A metodologia de trabalho do treinador ainda incluem trabalhos físicos e treinamentos coletivos, além de cobranças de pênaltis e faltas e jogadas ensaiadas. “São crianças e adolescentes, estão com o corpo em formação. Então, não exijo muito. Os treinamentos são mais leves. Para os mais antigos, vou aumentando o nível”, explica ele.

Esquerdinha chegou a jogar profissionalmente e atuou no Galícia, mas com passagem apagada. Era lateral-esquerdo, como a própria alcunha que carrega já sugere, e gostava de jogar de maneira mais ofensiva, apoiando o ataque. “Atuei em muitos times amadores de Salvador. Futebol sempre foi minha grande paixão”, conta, sem conseguir conter a emoção que brota dos olhos.

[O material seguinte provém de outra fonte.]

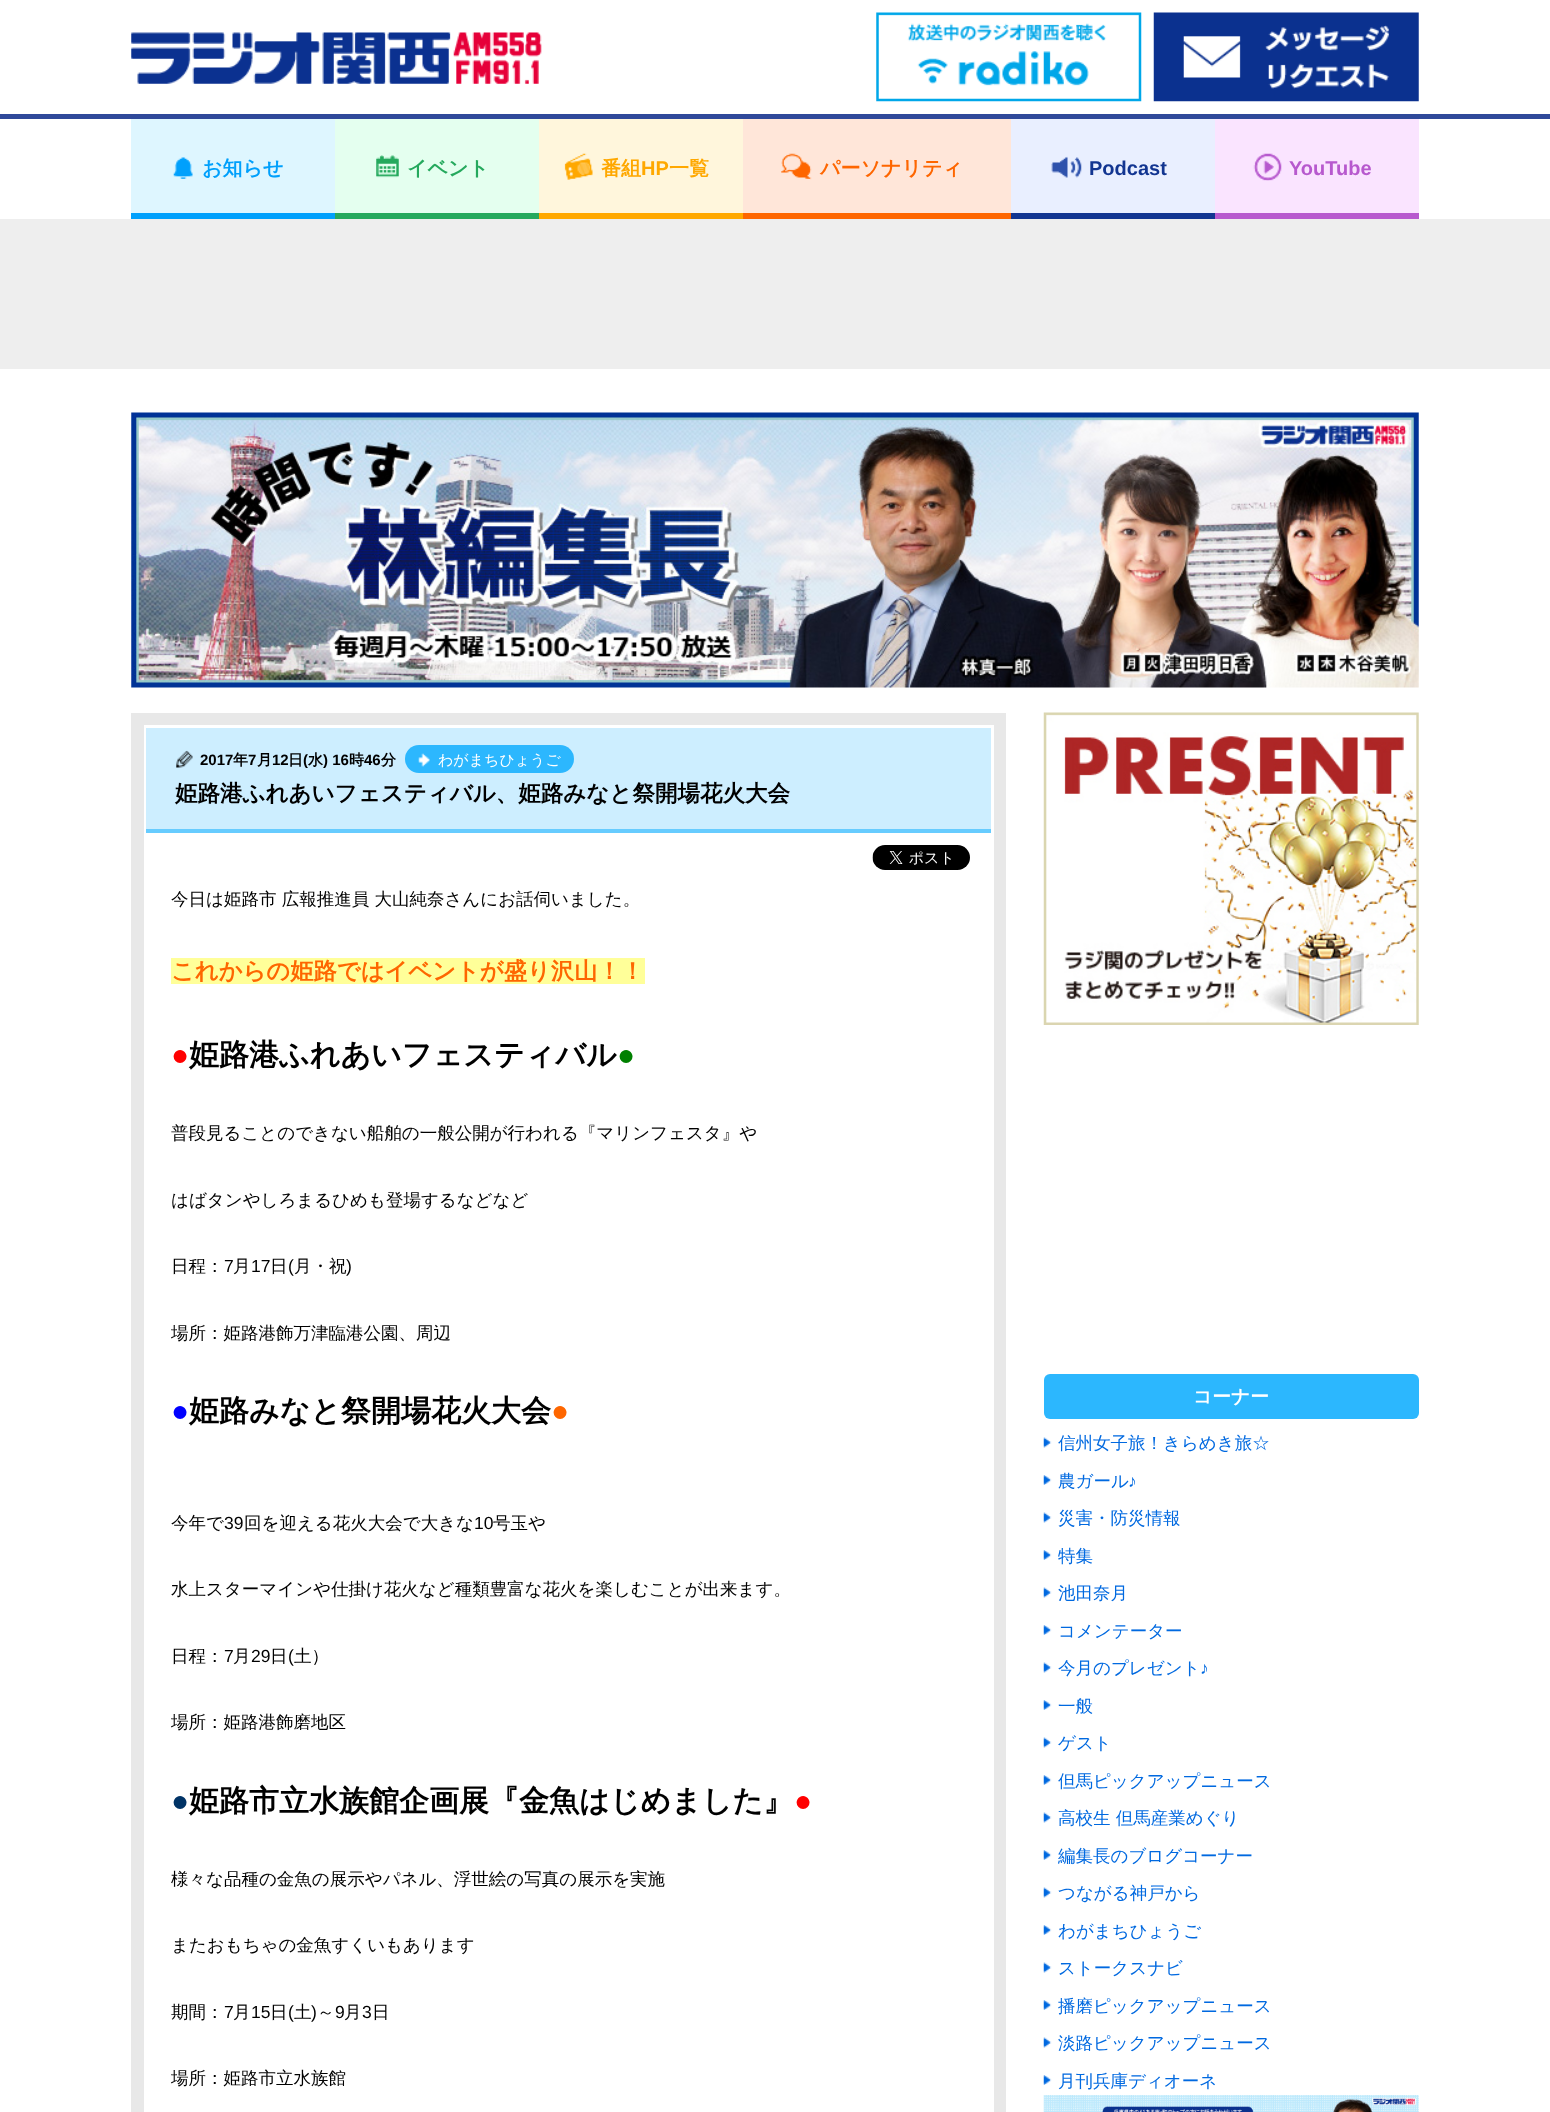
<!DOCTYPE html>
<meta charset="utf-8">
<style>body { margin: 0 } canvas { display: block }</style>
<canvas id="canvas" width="1550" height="2112"></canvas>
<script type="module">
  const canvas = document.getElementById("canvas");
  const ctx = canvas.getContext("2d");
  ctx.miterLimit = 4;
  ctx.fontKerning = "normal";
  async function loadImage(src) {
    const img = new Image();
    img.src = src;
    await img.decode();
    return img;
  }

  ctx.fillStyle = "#ffffff";
  ctx.fillRect(0, 0, 1550, 2112);
  ctx.drawImage(await loadImage("img1.png"), 876, 12, 266, 90);
  ctx.drawImage(await loadImage("img2.png"), 1153, 12, 266, 90);
  ctx.fillStyle = "#2f499a";
  ctx.fillRect(0, 114, 1550, 5);
  ctx.drawImage(await loadImage("img3.png"), 131, 32, 411, 52);
  ctx.fillStyle = "#def6ff";
  ctx.fillRect(131, 119, 204, 94);
  ctx.fillStyle = "#00a0fc";
  ctx.fillRect(131, 213, 204, 6);
  ctx.drawImage(await loadImage("img4.png"), 173, 157, 20, 22);
  ctx.font = "bold 20px WenQuanYi Zen Hei";
  ctx.fillText("お知らせ", 202, 175);
  ctx.fillStyle = "#e4ffef";
  ctx.fillRect(335, 119, 204, 94);
  ctx.fillStyle = "#25a95d";
  ctx.fillRect(335, 213, 204, 6);
  ctx.drawImage(await loadImage("img5.png"), 376, 155, 23, 23);
  ctx.fillText("イベント", 407, 175);
  ctx.fillStyle = "#fff6dc";
  ctx.fillRect(539, 119, 204, 94);
  ctx.fillStyle = "#ffa800";
  ctx.fillRect(539, 213, 204, 6);
  ctx.drawImage(await loadImage("img6.png"), 564, 153, 29, 27);
  ctx.fillText("番組", 601, 175);
  ctx.font = "bold 20px Liberation Sans";
  ctx.fillText("HP", 641, 175);
  ctx.font = "bold 20px WenQuanYi Zen Hei";
  ctx.fillText("一覧", 669, 175);
  ctx.fillStyle = "#ffe6d9";
  ctx.fillRect(743, 119, 268, 94);
  ctx.fillStyle = "#fe6600";
  ctx.fillRect(743, 213, 268, 6);
  ctx.drawImage(await loadImage("img7.png"), 781, 153, 31, 27);
  ctx.fillText("パーソナリティ", 820, 175);
  ctx.fillStyle = "#e9efff";
  ctx.fillRect(1011, 119, 204, 94);
  ctx.fillStyle = "#123591";
  ctx.fillRect(1011, 213, 204, 6);
  ctx.drawImage(await loadImage("img8.png"), 1051, 156, 31, 22);
  ctx.font = "bold 20px Liberation Sans";
  ctx.fillText("Podcast", 1089, 175);
  ctx.fillStyle = "#fae4ff";
  ctx.fillRect(1215, 119, 204, 94);
  ctx.fillStyle = "#b759ce";
  ctx.fillRect(1215, 213, 204, 6);
  ctx.drawImage(await loadImage("img9.png"), 1253, 153, 29, 28);
  ctx.fillText("YouTube", 1289, 175);
  ctx.fillStyle = "#eeeeee";
  ctx.fillRect(0, 219, 1550, 150);
  ctx.drawImage(await loadImage("img10.png"), 131, 412, 1288, 276);
  ctx.fillStyle = "#e8e8e8";
  ctx.fillRect(131, 713, 875, 1399);
  ctx.fillStyle = "#ffffff";
  ctx.fillRect(144, 725, 850, 1387);
  ctx.fillStyle = "#cdeeff";
  ctx.fillRect(146, 728, 845, 101);
  ctx.fillStyle = "#67ccff";
  ctx.fillRect(146, 829, 845, 4);
  ctx.drawImage(await loadImage("img11.png"), 176, 750, 17, 18);
  ctx.font = "bold 15px Liberation Sans";
  ctx.fillStyle = "#000000";
  ctx.fillText("2017", 200, 765);
  ctx.font = "bold 15px WenQuanYi Zen Hei";
  ctx.fillText("年", 233, 765);
  ctx.font = "bold 15px Liberation Sans";
  ctx.fillText("7", 248, 765);
  ctx.font = "bold 15px WenQuanYi Zen Hei";
  ctx.fillText("月", 257, 765);
  ctx.font = "bold 15px Liberation Sans";
  ctx.fillText("12", 272, 765);
  ctx.font = "bold 15px WenQuanYi Zen Hei";
  ctx.fillText("日", 288, 765);
  ctx.font = "bold 15px Liberation Sans";
  ctx.fillText("(", 303, 765);
  ctx.font = "bold 15px WenQuanYi Zen Hei";
  ctx.fillText("水", 308, 765);
  ctx.font = "bold 15px Liberation Sans";
  ctx.fillText(") 16", 323, 765);
  ctx.font = "bold 15px WenQuanYi Zen Hei";
  ctx.fillText("時", 349, 765);
  ctx.font = "bold 15px Liberation Sans";
  ctx.fillText("46", 364, 765);
  ctx.font = "bold 15px WenQuanYi Zen Hei";
  ctx.fillText("分", 381, 765);
  ctx.fillStyle = "#2cb7fe";
  ctx.beginPath();
  ctx.roundRect(405, 745, 169, 28, 14);
  ctx.fill();
  ctx.drawImage(await loadImage("img12.png"), 418, 753, 12, 14);
  ctx.font = "500 15px WenQuanYi Zen Hei";
  ctx.fillStyle = "#ffffff";
  ctx.fillText("わがまちひょうご", 438, 765);
  ctx.font = "bold 22.5px WenQuanYi Zen Hei";
  ctx.fillStyle = "#000000";
  ctx.fillText("姫路港ふれあいフェスティバル、姫路みなと祭開場花火大会", 175, 801);
  ctx.drawImage(await loadImage("img13.png"), 872, 845, 98, 25);
  ctx.font = "500 17.5px WenQuanYi Zen Hei";
  ctx.fillText("今日は姫路市 広報推進員 大山純奈さんにお話伺いました。", 171, 905);
  ctx.fillStyle = "#ffff99";
  ctx.fillRect(171, 958, 474, 26);
  ctx.font = "bold 23.3px WenQuanYi Zen Hei";
  ctx.fillStyle = "#fe6600";
  ctx.fillText("これからの姫路ではイベントが盛り沢山！！", 171, 979);
  ctx.font = "bold 30px Liberation Sans";
  ctx.fillStyle = "#ff0000";
  ctx.fillText("●", 171, 1065);
  ctx.font = "bold 30px WenQuanYi Zen Hei";
  ctx.fillStyle = "#000000";
  ctx.fillText("姫路港ふれあいフェスティバル", 189, 1065);
  ctx.font = "bold 30px Liberation Sans";
  ctx.fillStyle = "#008000";
  ctx.fillText("●", 617, 1065);
  ctx.font = "500 17.5px WenQuanYi Zen Hei";
  ctx.fillStyle = "#000000";
  ctx.fillText("普段見ることのできない船舶の一般公開が行われる『マリンフェスタ』や", 171, 1139);
  ctx.fillText("はばタンやしろまるひめも登場するなどなど", 171, 1206);
  ctx.fillText("日程：", 171, 1272);
  ctx.font = "17.5px Liberation Sans";
  ctx.fillText("7", 224, 1272);
  ctx.font = "500 17.5px WenQuanYi Zen Hei";
  ctx.fillText("月", 233, 1272);
  ctx.font = "17.5px Liberation Sans";
  ctx.fillText("17", 251, 1272);
  ctx.font = "500 17.5px WenQuanYi Zen Hei";
  ctx.fillText("日", 270, 1272);
  ctx.font = "17.5px Liberation Sans";
  ctx.fillText("(", 288, 1272);
  ctx.font = "500 17.5px WenQuanYi Zen Hei";
  ctx.fillText("月・祝", 294, 1272);
  ctx.font = "17.5px Liberation Sans";
  ctx.fillText(")", 346, 1272);
  ctx.font = "500 17.5px WenQuanYi Zen Hei";
  ctx.fillText("場所：姫路港飾万津臨港公園、周辺", 171, 1339);
  ctx.font = "bold 30px Liberation Sans";
  ctx.fillStyle = "#0000ff";
  ctx.fillText("●", 171, 1421);
  ctx.font = "bold 30px WenQuanYi Zen Hei";
  ctx.fillStyle = "#000000";
  ctx.fillText("姫路みなと祭開場花火大会", 189, 1421);
  ctx.font = "bold 30px Liberation Sans";
  ctx.fillStyle = "#fe6600";
  ctx.fillText("●", 551, 1421);
  ctx.font = "500 17.5px WenQuanYi Zen Hei";
  ctx.fillStyle = "#000000";
  ctx.fillText("今年で", 171, 1529);
  ctx.font = "17.5px Liberation Sans";
  ctx.fillText("39", 224, 1529);
  ctx.font = "500 17.5px WenQuanYi Zen Hei";
  ctx.fillText("回を迎える花火大会で大きな", 244, 1529);
  ctx.font = "17.5px Liberation Sans";
  ctx.fillText("10", 474, 1529);
  ctx.font = "500 17.5px WenQuanYi Zen Hei";
  ctx.fillText("号玉や", 493, 1529);
  ctx.fillText("水上スターマインや仕掛け花火など種類豊富な花火を楽しむことが出来ます。", 171, 1595);
  ctx.fillText("日程：", 171, 1662);
  ctx.font = "17.5px Liberation Sans";
  ctx.fillText("7", 224, 1662);
  ctx.font = "500 17.5px WenQuanYi Zen Hei";
  ctx.fillText("月", 233, 1662);
  ctx.font = "17.5px Liberation Sans";
  ctx.fillText("29", 251, 1662);
  ctx.font = "500 17.5px WenQuanYi Zen Hei";
  ctx.fillText("日", 270, 1662);
  ctx.font = "17.5px Liberation Sans";
  ctx.fillText("(", 288, 1662);
  ctx.font = "500 17.5px WenQuanYi Zen Hei";
  ctx.fillText("土）", 294, 1662);
  ctx.fillText("場所：姫路港飾磨地区", 171, 1728);
  ctx.font = "bold 30px Liberation Sans";
  ctx.fillStyle = "#003366";
  ctx.fillText("●", 171, 1811);
  ctx.font = "bold 30px WenQuanYi Zen Hei";
  ctx.fillStyle = "#000000";
  ctx.fillText("姫路市立水族館企画展『金魚はじめました』", 189, 1811);
  ctx.font = "bold 30px Liberation Sans";
  ctx.fillStyle = "#ff0000";
  ctx.fillText("●", 794, 1811);
  ctx.font = "500 17.5px WenQuanYi Zen Hei";
  ctx.fillStyle = "#000000";
  ctx.fillText("様々な品種の金魚の展示やパネル、浮世絵の写真の展示を実施", 171, 1885);
  ctx.fillText("またおもちゃの金魚すくいもあります", 171, 1951);
  ctx.fillText("期間：", 171, 2018);
  ctx.font = "17.5px Liberation Sans";
  ctx.fillText("7", 224, 2018);
  ctx.font = "500 17.5px WenQuanYi Zen Hei";
  ctx.fillText("月", 233, 2018);
  ctx.font = "17.5px Liberation Sans";
  ctx.fillText("15", 251, 2018);
  ctx.font = "500 17.5px WenQuanYi Zen Hei";
  ctx.fillText("日", 270, 2018);
  ctx.font = "17.5px Liberation Sans";
  ctx.fillText("(", 288, 2018);
  ctx.font = "500 17.5px WenQuanYi Zen Hei";
  ctx.fillText("土", 294, 2018);
  ctx.font = "17.5px Liberation Sans";
  ctx.fillText(")", 311, 2018);
  ctx.font = "500 17.5px WenQuanYi Zen Hei";
  ctx.fillText("～", 317, 2018);
  ctx.font = "17.5px Liberation Sans";
  ctx.fillText("9", 335, 2018);
  ctx.font = "500 17.5px WenQuanYi Zen Hei";
  ctx.fillText("月", 344, 2018);
  ctx.font = "17.5px Liberation Sans";
  ctx.fillText("3", 362, 2018);
  ctx.font = "500 17.5px WenQuanYi Zen Hei";
  ctx.fillText("日", 372, 2018);
  ctx.fillText("場所：姫路市立水族館", 171, 2084);
  ctx.drawImage(await loadImage("img14.png"), 1043, 712, 376, 313);
  ctx.fillStyle = "#2cb7fe";
  ctx.beginPath();
  ctx.roundRect(1044, 1374, 375, 45, 6);
  ctx.fill();
  ctx.font = "bold 18.75px WenQuanYi Zen Hei";
  ctx.fillStyle = "#ffffff";
  ctx.fillText("コーナー", 1193, 1403);
  ctx.drawImage(await loadImage("img15.png"), 1043, 1437, 9, 11);
  ctx.font = "500 17.5px WenQuanYi Zen Hei";
  ctx.fillStyle = "#0069e0";
  ctx.fillText("信州女子旅！きらめき旅☆", 1058, 1449);
  ctx.drawImage(await loadImage("img16.png"), 1043, 1475, 9, 10);
  ctx.fillText("農ガール", 1058, 1487);
  ctx.font = "17.5px Liberation Sans";
  ctx.fillText("♪", 1128, 1487);
  ctx.drawImage(await loadImage("img15.png"), 1043, 1512, 9, 11);
  ctx.font = "500 17.5px WenQuanYi Zen Hei";
  ctx.fillText("災害・防災情報", 1058, 1524);
  ctx.drawImage(await loadImage("img16.png"), 1043, 1550, 9, 10);
  ctx.fillText("特集", 1058, 1562);
  ctx.drawImage(await loadImage("img15.png"), 1043, 1587, 9, 11);
  ctx.fillText("池田奈月", 1058, 1599);
  ctx.drawImage(await loadImage("img16.png"), 1043, 1625, 9, 10);
  ctx.fillText("コメンテーター", 1058, 1637);
  ctx.drawImage(await loadImage("img15.png"), 1043, 1662, 9, 11);
  ctx.fillText("今月のプレゼント", 1058, 1674);
  ctx.font = "17.5px Liberation Sans";
  ctx.fillText("♪", 1200, 1674);
  ctx.drawImage(await loadImage("img16.png"), 1043, 1700, 9, 10);
  ctx.font = "500 17.5px WenQuanYi Zen Hei";
  ctx.fillText("一般", 1058, 1712);
  ctx.drawImage(await loadImage("img15.png"), 1043, 1737, 9, 11);
  ctx.fillText("ゲスト", 1058, 1749);
  ctx.drawImage(await loadImage("img16.png"), 1043, 1775, 9, 10);
  ctx.fillText("但馬ピックアップニュース", 1058, 1787);
  ctx.drawImage(await loadImage("img15.png"), 1043, 1812, 9, 11);
  ctx.fillText("高校生 但馬産業めぐり", 1058, 1824);
  ctx.drawImage(await loadImage("img16.png"), 1043, 1850, 9, 10);
  ctx.fillText("編集長のブログコーナー", 1058, 1862);
  ctx.drawImage(await loadImage("img15.png"), 1043, 1887, 9, 11);
  ctx.fillText("つながる神戸から", 1058, 1899);
  ctx.drawImage(await loadImage("img16.png"), 1043, 1925, 9, 10);
  ctx.fillText("わがまちひょうご", 1058, 1937);
  ctx.drawImage(await loadImage("img15.png"), 1043, 1962, 9, 11);
  ctx.fillText("ストークスナビ", 1058, 1974);
  ctx.drawImage(await loadImage("img16.png"), 1043, 2000, 9, 10);
  ctx.fillText("播磨ピックアップニュース", 1058, 2012);
  ctx.drawImage(await loadImage("img15.png"), 1043, 2037, 9, 11);
  ctx.fillText("淡路ピックアップニュース", 1058, 2049);
  ctx.drawImage(await loadImage("img16.png"), 1043, 2075, 9, 10);
  ctx.fillText("月刊兵庫ディオーネ", 1058, 2087);
  ctx.drawImage(await loadImage("img17.png"), 1043, 2095, 376, 17);
</script>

Esquerdinha conta que, após a passagem de Pelé, os jogadores do Villas têm tido mais oportunidades para testes. Ele diz que continua mantendo contato com a equipe paulista e, pelo menos quatro atletas por semestre fazem teste no Peixe. Além disso, mensalmente ele leva jovens para fazerem teste no Bahia e no Vitória.

A paixão é tanta que hoje ele trabalha para ajudar garotos a alcançarem o sonho de muitos pequenos brasileiros de serem jogadores profissionais. A missão é árdua, por vezes ingrata, mas ele não desiste. “Muitos ficam pelo caminho, desistem ou não têm oportunidades. Outros se desviam do caminho certo e vão para o mundo das drogas. Mas ver um moleque desse virando profissional é uma coisa que não tem preço”, enfatiza.

Foto: Leonardo Pastor

Foto: Leonardo Pastor

O campo

O autônomo José Carlos Brito, 50, mora na Boca do Rio desde que nasceu. Foi em meados da década de 1970 que ele viu o campo da feira nascer. Ele atuou em equipes amadoras do bairro, como o Boca Juniors.

Brita lembra que origem do campo vem de garotos como ele que buscavam lazer na comunidade. “Era uma época em que todos falavam na seleção brasileira de 1970. Isso incentivava os garotos a jogar bola”, diz. “Antes, o lugar que era o campo era tomado por água do mar. Com o passar dos anos, o mar foi recuando e foi ali que começamos a jogar. Começamos a chamar de campo da feira porque, ao lado, funcionava uma feirinha”, relata.

Com a criação campo, ele diz que muitas equipes surgiram. “Todo domingo tinha campeonato. Mobilizava toda a comunidade. As pessoas saiam de suas casas para assistir aos jogos”, lembra, nostálgico.

Com o passar dos anos, essa paixão diminuiu. “Os times foram acabando. Hoje, o campo é mais utilizado pela comunidade para “pegar o baba” mesmo, nada de muitas competições”, pontua. “Parte da história da minha geração está aqui”, finaliza.